Foreign plant varieties
Besides the procedure for granting plant breeders’ rights, it is also necessary to ensure that the new foreign plant variety has been entered into the national listings in order to export it and place it on the market. Such procedure is different from that of obtaining plant breeders’ rights. Here, it is necessary to provide a document stating that the foreign variety is recognised by the competent foreign authority. Together with a request for registration of the foreign plant variety for the particular variety, a description of particular plant variety must also be submitted, as well as the details of the party maintaining the subject plant variety.
The territories of the Western Balkan countries share mutual market traffic, which is supported by a similar local climate, land and other suitable conditions for growing plants. For example, in Bosnia and Herzegovina, to enter the variety listings, a decision from a neighbouring country such as Serbia is acceptable. Using experience from other countries which are part of the UPOV Convention is a good example of coordination in the region.
EU member states have a unique system of legal protection for plant varieties managed by the CPVO. Although the Western Balkan countries are not part of the European Union and, as such, filing plant breeders’ rights applications before the CPVO cannot provide protection in Serbia, Montenegro, Bosnia and Herzegovina and North Macedonia, cooperation between the officials exists in many ways. Results from the CPVO’s DUS testing are relevant for granting protection in these non-EU countries.
Although the countries of the Western Balkan region have relevant laws concerning the protection of plant breeders’ rights, detailed regulation for the appliance of these laws is still required. However, the effort of competent officials has enabled foreign breeders to file their first plant breeders’ rights applications in Bosnia and Herzegovina and Montenegro, even where appropriate procedures and forms were not established. The filing of these applications is necessary in order to secure plant breeders’ rights for novelty, which expires within four years.
In all Balkan countries, the enforcement of a set of laws concerning market and agriculture inspection and customs surveillance is expected, but for the moment court infringement litigation remains possible. The civil protection of breeders’ rights is provided by:
- a lawsuit regarding the violation of breeders’ rights; or
- a lawsuit for determining the rights of breeders.
However, the national courts are unfamiliar with this complex issue of the violation of plant breeders’ rights by the illegal propagation of planting material. In practice, sending a cease and desist letter with a draft of the binding declaration gives solid results.
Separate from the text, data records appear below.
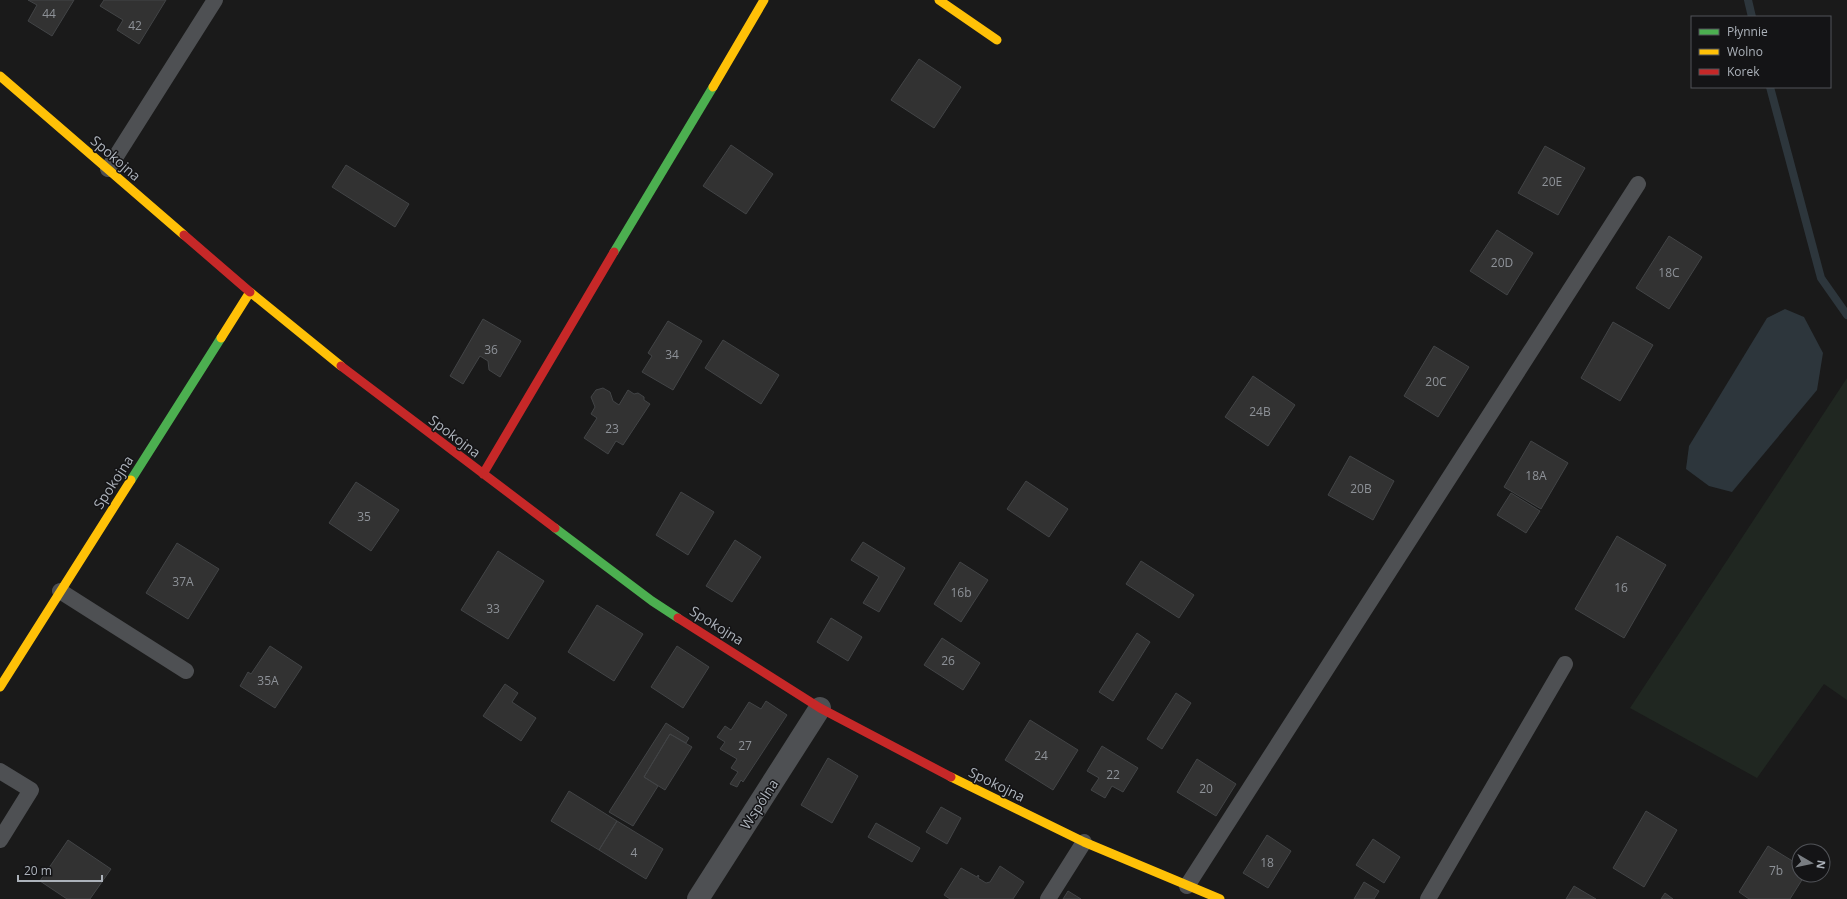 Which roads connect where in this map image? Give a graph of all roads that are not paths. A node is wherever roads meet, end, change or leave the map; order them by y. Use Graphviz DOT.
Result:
graph roads {
  1 [pos="215,0"];
  2 [pos="764,0"];
  3 [pos="939,0"];
  4 [pos="997,40"];
  5 [pos="0,76"];
  6 [pos="108,169"];
  7 [pos="1638,184"];
  8 [pos="250,292"];
  9 [pos="483,474"];
  10 [pos="60,591"];
  11 [pos="1565,664"];
  12 [pos="186,671"];
  13 [pos="0,687"];
  14 [pos="820,708"];
  15 [pos="0,771"];
  16 [pos="0,840"];
  17 [pos="1084,842"];
  18 [pos="1187,886"];
  19 [pos="698,899"];
  20 [pos="1048,899"];
  21 [pos="1220,899"];
  22 [pos="1428,899"];
  1 -- 6 [label="lane"];
  2 -- 9 [label="street"];
  3 -- 4 [label="street"];
  5 -- 6 [label="street, Spokojna"];
  6 -- 8 [label="street, Spokojna"];
  7 -- 18 [label="lane"];
  8 -- 9 [label="street, Spokojna"];
  8 -- 10 [label="street, Spokojna"];
  9 -- 14 [label="street, Spokojna"];
  10 -- 12 [label="lane"];
  10 -- 13 [label="street, Spokojna"];
  11 -- 22 [label="lane"];
  14 -- 17 [label="street, Spokojna"];
  14 -- 19 [label="street, Wspólna"];
  15 -- 16 [label="lane"];
  17 -- 18 [label="street, Spokojna"];
  17 -- 20 [label="lane"];
  18 -- 21 [label="street, Spokojna"];
}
In case of further violation of plant breeders’ rights, a report to the competent phytosanitary inspector may be filed.
Road to Europe
Plant breeders need legal certainty in government policies. The fact that the Balkan countries are either in talks to join the European Union or are at the front of the queue to begin them is very important for a good climate for planting and growing this particularly fruitful IP right.
Required reforms include the effective protection of all IP rights, including plant breeders rights. The Balkan players are EU candidate countries:
- North Macedonia, since 2005;
- Montenegro, since 2010,
- Serbia, since 2012; and
- Bosnia and Herzegovina, a potential candidate.
The Western Balkan countries must pack their delicate plant-breeders’ rights carefully for their EU journey.